Non c’è, dunque, un unico fronte di guerra: la Russia, infatti, attacca convenzionalmente l’Ucraina ma digitalmente i paesi occidentali (oltre all’Ucraina), cioè i Paesi Nato e l’Unione Europea. Gli attacchi russi potrebbero interessare e danneggiare i cavi sottomarini grazie ai quali viene garantita la comunicazione via Internet e le telecomunicazioni a livello internazionale. L’Unione Europea reagisce colpendo la Russia con sanzioni al mondo digitale, vietando l’esportazione verso la Russia della tecnologia «dual-use». Si cerca di limitare gli attacchi russi colpendo i prodotti tecnologici all’avanguardia, per esempio droni e software per i droni, software per i dispositivi di cifratura, semiconduttori e sistemi di elettronica avanzata, e i servizi di assistenza tecnica, militare e tecnologica, che forniscono alcuni imprenditori alla Russia. L’Ue interviene anche per limitare la disinformazione russa; infatti, già dal 2014 la stessa ha messo in campo una task force nominata «East stratcom» (strategic communication), che opera nel servizio europeo per l’azione esterna e che si basa sul dialogo e sulla collaborazione con Stati e organismi internazionali come il «G7 rapid response mechanism». Il database di «East stratcom» è stato pubblicato e ha rilevato 13.831 casi di disinformazione a favore della Russia, che avrebbe iniziato l’attacco contro l’Ucraina già dal 2014. Ad essere operativo è anche il «Rapid alert system» (Ras) – precisamente dal marzo del 2019 -, che attualmente si dedica ai pericoli derivanti dalla guerra in Ucraina.
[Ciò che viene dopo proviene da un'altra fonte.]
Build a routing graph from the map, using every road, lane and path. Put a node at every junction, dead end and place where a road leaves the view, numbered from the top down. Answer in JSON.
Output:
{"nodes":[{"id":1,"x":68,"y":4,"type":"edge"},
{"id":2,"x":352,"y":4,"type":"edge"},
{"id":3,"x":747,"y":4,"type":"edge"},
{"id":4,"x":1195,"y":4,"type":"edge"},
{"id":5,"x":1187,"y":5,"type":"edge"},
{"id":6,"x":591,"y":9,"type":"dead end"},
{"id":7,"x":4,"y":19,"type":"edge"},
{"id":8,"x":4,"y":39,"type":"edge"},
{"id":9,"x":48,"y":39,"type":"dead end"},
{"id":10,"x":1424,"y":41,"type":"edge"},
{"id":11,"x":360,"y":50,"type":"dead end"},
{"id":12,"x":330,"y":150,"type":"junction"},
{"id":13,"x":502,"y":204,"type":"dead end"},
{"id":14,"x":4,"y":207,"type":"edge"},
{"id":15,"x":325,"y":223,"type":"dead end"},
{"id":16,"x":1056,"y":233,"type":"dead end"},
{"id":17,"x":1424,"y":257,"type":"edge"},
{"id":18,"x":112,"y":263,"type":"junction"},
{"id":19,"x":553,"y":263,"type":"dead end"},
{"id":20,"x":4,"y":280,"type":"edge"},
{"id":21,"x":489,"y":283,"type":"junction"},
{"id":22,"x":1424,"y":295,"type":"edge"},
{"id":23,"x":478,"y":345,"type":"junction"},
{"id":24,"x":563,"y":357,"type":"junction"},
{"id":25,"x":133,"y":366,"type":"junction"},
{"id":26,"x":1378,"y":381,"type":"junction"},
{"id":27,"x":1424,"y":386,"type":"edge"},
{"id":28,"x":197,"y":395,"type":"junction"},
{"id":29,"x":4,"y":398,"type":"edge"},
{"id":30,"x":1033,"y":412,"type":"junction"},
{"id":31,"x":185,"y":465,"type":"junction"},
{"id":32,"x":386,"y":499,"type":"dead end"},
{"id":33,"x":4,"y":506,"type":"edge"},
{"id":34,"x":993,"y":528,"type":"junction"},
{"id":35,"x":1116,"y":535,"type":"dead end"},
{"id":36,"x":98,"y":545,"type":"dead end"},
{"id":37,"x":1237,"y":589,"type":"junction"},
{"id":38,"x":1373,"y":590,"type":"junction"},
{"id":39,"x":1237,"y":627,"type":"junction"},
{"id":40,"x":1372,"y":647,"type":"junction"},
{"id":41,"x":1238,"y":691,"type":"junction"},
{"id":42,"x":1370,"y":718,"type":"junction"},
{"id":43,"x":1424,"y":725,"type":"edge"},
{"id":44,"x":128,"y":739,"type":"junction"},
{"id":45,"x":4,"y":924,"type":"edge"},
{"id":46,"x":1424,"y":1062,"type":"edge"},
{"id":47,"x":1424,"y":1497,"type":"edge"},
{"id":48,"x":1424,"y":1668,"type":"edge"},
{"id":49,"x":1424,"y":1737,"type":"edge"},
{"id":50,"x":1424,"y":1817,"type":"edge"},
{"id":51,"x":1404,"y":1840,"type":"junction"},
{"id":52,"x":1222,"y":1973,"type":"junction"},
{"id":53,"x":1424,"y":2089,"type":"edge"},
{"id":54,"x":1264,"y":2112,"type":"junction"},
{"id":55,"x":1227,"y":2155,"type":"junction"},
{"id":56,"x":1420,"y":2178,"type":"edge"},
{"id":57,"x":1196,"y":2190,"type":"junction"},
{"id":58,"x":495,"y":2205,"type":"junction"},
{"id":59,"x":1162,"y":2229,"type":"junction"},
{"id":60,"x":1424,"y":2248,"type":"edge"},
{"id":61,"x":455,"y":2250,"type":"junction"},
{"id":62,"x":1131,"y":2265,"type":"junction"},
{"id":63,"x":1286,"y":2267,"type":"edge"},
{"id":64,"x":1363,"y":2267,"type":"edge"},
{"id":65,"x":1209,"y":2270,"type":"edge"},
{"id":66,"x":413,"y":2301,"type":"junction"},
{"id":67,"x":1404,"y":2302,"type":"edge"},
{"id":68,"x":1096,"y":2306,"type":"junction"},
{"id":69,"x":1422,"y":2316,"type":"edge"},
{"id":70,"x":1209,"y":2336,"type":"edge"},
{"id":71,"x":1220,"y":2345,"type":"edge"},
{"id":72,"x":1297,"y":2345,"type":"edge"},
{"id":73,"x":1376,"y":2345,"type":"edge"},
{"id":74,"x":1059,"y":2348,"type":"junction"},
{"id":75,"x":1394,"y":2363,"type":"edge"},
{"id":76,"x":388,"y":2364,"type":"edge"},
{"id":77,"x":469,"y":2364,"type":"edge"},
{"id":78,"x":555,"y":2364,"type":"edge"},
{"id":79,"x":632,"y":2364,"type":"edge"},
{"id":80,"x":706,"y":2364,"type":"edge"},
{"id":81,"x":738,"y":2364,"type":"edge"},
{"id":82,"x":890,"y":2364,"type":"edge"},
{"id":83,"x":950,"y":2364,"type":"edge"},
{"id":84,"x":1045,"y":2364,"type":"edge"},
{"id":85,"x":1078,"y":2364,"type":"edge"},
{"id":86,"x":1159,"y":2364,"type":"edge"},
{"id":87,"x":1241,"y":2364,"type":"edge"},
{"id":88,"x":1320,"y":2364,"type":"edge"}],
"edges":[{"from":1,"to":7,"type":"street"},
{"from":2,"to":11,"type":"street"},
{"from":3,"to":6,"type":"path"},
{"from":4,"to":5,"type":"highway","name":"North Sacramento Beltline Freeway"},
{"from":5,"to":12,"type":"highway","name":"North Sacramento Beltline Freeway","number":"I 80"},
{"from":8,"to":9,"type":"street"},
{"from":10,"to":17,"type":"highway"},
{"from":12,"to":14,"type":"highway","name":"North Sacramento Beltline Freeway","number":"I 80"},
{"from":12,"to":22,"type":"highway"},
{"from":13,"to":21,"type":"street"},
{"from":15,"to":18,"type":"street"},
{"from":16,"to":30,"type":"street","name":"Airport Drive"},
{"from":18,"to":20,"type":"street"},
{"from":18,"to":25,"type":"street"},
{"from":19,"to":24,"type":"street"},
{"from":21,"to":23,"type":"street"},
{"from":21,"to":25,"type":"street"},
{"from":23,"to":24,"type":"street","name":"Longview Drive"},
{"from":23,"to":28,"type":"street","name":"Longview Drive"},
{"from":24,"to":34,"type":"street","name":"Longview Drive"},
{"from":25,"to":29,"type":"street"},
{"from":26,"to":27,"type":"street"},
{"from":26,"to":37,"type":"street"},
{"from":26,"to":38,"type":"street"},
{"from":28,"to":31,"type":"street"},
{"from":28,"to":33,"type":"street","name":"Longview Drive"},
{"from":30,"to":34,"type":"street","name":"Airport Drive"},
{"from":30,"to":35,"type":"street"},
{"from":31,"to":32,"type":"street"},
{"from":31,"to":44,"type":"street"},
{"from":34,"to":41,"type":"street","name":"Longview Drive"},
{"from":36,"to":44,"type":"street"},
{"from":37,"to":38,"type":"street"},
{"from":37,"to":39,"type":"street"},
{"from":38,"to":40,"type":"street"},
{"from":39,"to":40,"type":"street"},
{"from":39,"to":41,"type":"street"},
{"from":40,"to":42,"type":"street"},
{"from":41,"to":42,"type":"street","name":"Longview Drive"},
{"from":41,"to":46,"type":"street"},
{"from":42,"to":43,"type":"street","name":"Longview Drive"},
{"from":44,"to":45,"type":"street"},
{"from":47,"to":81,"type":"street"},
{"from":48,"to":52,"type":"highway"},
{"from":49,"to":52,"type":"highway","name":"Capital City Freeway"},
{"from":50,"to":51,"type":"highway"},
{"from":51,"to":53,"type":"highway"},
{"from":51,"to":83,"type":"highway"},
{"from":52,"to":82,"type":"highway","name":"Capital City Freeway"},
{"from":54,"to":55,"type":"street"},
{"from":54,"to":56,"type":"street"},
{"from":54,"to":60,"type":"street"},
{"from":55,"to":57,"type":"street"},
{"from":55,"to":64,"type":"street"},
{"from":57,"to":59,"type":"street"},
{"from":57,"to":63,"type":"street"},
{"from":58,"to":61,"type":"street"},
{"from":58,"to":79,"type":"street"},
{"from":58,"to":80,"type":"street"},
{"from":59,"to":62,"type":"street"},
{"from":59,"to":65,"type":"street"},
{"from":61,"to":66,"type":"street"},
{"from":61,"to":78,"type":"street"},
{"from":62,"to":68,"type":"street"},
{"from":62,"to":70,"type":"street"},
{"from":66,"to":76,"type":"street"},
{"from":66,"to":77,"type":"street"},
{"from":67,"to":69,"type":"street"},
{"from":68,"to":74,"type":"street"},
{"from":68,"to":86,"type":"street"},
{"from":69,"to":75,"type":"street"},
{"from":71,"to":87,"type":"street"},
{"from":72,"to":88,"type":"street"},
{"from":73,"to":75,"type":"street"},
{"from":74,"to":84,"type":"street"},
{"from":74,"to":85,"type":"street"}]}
I pericoli cyber sono così sentiti all’interno della Comunità europea che il Consiglio, il 2 marzo 2022, nel primo pacchetto di sanzioni e misure restrittive, ha deciso di bloccare la trasmissione nell’Unione Europea delle attività televisive di Sputnik e Russia Today (mass media statati), comprese quelle delle controllate come RT-Francia, Germania, Regno Unito e Spagna.
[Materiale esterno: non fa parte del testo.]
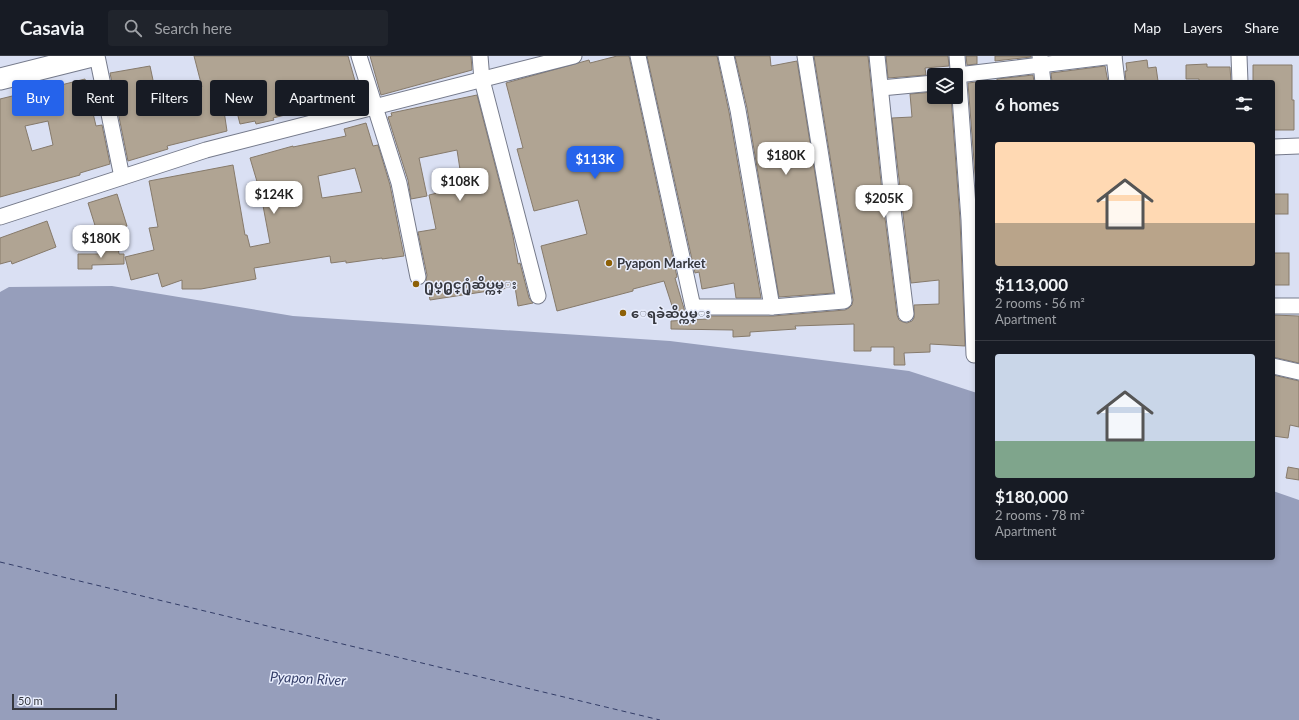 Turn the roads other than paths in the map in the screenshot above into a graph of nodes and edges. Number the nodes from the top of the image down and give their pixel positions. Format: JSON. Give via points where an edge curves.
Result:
{"nodes":[{"id":1,"x":92,"y":56,"type":"edge"},
{"id":2,"x":97,"y":56,"type":"edge"},
{"id":3,"x":359,"y":56,"type":"edge"},
{"id":4,"x":480,"y":56,"type":"edge"},
{"id":5,"x":574,"y":56,"type":"edge"},
{"id":6,"x":638,"y":56,"type":"edge"},
{"id":7,"x":726,"y":56,"type":"edge"},
{"id":8,"x":805,"y":56,"type":"edge"},
{"id":9,"x":877,"y":56,"type":"edge"},
{"id":10,"x":957,"y":56,"type":"edge"},
{"id":11,"x":1114,"y":56,"type":"edge"},
{"id":12,"x":1239,"y":56,"type":"edge"},
{"id":13,"x":1040,"y":61,"type":"edge"},
{"id":14,"x":958,"y":68,"type":"edge"},
{"id":15,"x":963,"y":78,"type":"edge"},
{"id":16,"x":0,"y":79,"type":"edge"},
{"id":17,"x":482,"y":80,"type":"junction"},
{"id":18,"x":1043,"y":80,"type":"edge"},
{"id":19,"x":1117,"y":80,"type":"edge"},
{"id":20,"x":1240,"y":80,"type":"edge"},
{"id":21,"x":927,"y":84,"type":"edge"},
{"id":22,"x":880,"y":88,"type":"junction"},
{"id":23,"x":960,"y":104,"type":"edge"},
{"id":24,"x":375,"y":106,"type":"junction"},
{"id":25,"x":1299,"y":146,"type":"edge"},
{"id":26,"x":1275,"y":147,"type":"edge"},
{"id":27,"x":122,"y":177,"type":"junction"},
{"id":28,"x":0,"y":217,"type":"edge"},
{"id":29,"x":418,"y":277,"type":"dead end"},
{"id":30,"x":538,"y":296,"type":"dead end"},
{"id":31,"x":1275,"y":306,"type":"edge"},
{"id":32,"x":1299,"y":306,"type":"edge"},
{"id":33,"x":772,"y":307,"type":"junction"},
{"id":34,"x":906,"y":314,"type":"dead end"},
{"id":35,"x":974,"y":355,"type":"dead end"},
{"id":36,"x":1275,"y":366,"type":"edge"},
{"id":37,"x":1299,"y":372,"type":"edge"}],
"edges":[{"from":1,"to":16,"type":"main road"},
{"from":2,"to":27,"type":"street"},
{"from":3,"to":24,"type":"street"},
{"from":4,"to":17,"type":"street"},
{"from":5,"to":17,"type":"street"},
{"from":6,"to":33,"type":"street","via":[[693,307]]},
{"from":7,"to":33,"type":"street"},
{"from":8,"to":33,"type":"street","via":[[844,301]]},
{"from":9,"to":22,"type":"street"},
{"from":10,"to":14,"type":"street"},
{"from":11,"to":13,"type":"street"},
{"from":11,"to":19,"type":"street"},
{"from":12,"to":20,"type":"street"},
{"from":13,"to":15,"type":"street"},
{"from":13,"to":18,"type":"street"},
{"from":17,"to":24,"type":"street"},
{"from":17,"to":30,"type":"street"},
{"from":21,"to":22,"type":"street"},
{"from":22,"to":34,"type":"street"},
{"from":23,"to":35,"type":"street"},
{"from":24,"to":27,"type":"street","via":[[206,150]]},
{"from":24,"to":29,"type":"street","via":[[399,183]]},
{"from":25,"to":26,"type":"street"},
{"from":27,"to":28,"type":"street"},
{"from":31,"to":32,"type":"street"},
{"from":36,"to":37,"type":"street"}]}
Ma queste misure non sono le uniche perché anche il Tribunale Ue ha fornito il suo contributo. Con ordinanza datata 8 marzo 2022 (causa T-125/22), infatti, lo stesso ha rigettato il ricorso di RT France (con capitale di un ente russo) che aveva domandato l’annullamento della decisione (Pesc 2022/35), affermando che il divieto di trasmissione – sopra citato – risultava contrario al diritto alla libertà di espressione riconosciuto dall’art. 11 della Carta dei diritti fondamentali Ue. I giudici hanno ritenuto che la misura adottata dal Consiglio ha la finalità proteggere l’Unione Europea dalla campagna di disinformazione dei media controllati da Mosca, che mette in serio pericolo l’ordine e la sicurezza pubblica nel territorio europeo. La situazione descritta ha portato anche ad aggiungere una norma al Digital services act, con l’accordo politico raggiunto dal Parlamento europeo e dal Consiglio il 23 aprile: è stato inserito un meccanismo che, in caso di disinformazione, attribuisce una competenza alla Commissione ad adottare sanzioni anche contro piattaforme che operano su larga scala e attraverso le quali vengono diffuse informazioni fasulle. Il Parlamento, nel frattempo, ha istituito una nuova Commissione speciale sulle ingerenze straniere in tutti i processi democratici dell’Ue, compresa la disinformazione (Inge2), che avrà competenza anche in tema di cybersicurezza nel caso di collegamento con i processi democratici.